## EXERCISE DIRECTIONS
Pull every "main" line out of the data below.

==== RECORDS

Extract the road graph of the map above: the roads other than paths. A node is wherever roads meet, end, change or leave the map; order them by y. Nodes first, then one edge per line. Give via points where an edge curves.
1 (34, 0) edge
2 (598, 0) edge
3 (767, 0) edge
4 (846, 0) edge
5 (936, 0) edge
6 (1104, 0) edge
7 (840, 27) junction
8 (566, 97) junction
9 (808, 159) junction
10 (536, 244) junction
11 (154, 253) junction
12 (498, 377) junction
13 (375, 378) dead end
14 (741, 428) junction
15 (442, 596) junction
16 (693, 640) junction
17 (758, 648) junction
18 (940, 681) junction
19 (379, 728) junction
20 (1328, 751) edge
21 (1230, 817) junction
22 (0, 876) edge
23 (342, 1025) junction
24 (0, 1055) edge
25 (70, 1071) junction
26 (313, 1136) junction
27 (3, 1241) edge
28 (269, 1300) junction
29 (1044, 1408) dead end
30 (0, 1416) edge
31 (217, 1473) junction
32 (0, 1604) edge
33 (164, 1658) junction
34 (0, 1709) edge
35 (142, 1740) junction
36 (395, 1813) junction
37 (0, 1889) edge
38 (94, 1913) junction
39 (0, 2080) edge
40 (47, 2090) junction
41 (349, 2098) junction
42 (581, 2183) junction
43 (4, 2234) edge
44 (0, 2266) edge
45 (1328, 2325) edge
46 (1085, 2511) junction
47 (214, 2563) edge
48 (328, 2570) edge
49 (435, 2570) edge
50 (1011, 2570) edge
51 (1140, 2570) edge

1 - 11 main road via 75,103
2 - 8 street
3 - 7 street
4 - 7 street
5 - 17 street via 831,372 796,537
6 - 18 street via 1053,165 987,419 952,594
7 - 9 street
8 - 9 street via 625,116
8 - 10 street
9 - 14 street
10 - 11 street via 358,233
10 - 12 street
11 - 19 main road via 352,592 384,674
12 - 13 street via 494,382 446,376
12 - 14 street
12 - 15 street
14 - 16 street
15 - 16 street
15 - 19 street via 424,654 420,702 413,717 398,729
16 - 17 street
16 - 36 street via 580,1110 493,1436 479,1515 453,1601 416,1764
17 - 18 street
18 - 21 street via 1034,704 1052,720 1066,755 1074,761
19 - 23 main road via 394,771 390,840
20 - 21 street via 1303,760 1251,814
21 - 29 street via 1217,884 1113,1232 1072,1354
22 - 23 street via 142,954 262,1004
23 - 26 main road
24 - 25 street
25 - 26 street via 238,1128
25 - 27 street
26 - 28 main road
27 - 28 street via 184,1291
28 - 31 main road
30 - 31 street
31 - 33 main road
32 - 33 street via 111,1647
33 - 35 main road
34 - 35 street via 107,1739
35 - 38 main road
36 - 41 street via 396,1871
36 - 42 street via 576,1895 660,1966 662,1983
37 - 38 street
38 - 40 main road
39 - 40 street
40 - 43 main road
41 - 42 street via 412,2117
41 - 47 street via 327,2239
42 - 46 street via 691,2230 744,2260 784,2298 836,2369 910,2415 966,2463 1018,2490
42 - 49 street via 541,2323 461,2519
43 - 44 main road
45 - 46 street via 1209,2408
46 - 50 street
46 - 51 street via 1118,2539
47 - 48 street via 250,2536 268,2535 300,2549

========

## TASK ANSWER
1 - 11 main road via 75,103
11 - 19 main road via 352,592 384,674
19 - 23 main road via 394,771 390,840
23 - 26 main road
26 - 28 main road
28 - 31 main road
31 - 33 main road
33 - 35 main road
35 - 38 main road
38 - 40 main road
40 - 43 main road
43 - 44 main road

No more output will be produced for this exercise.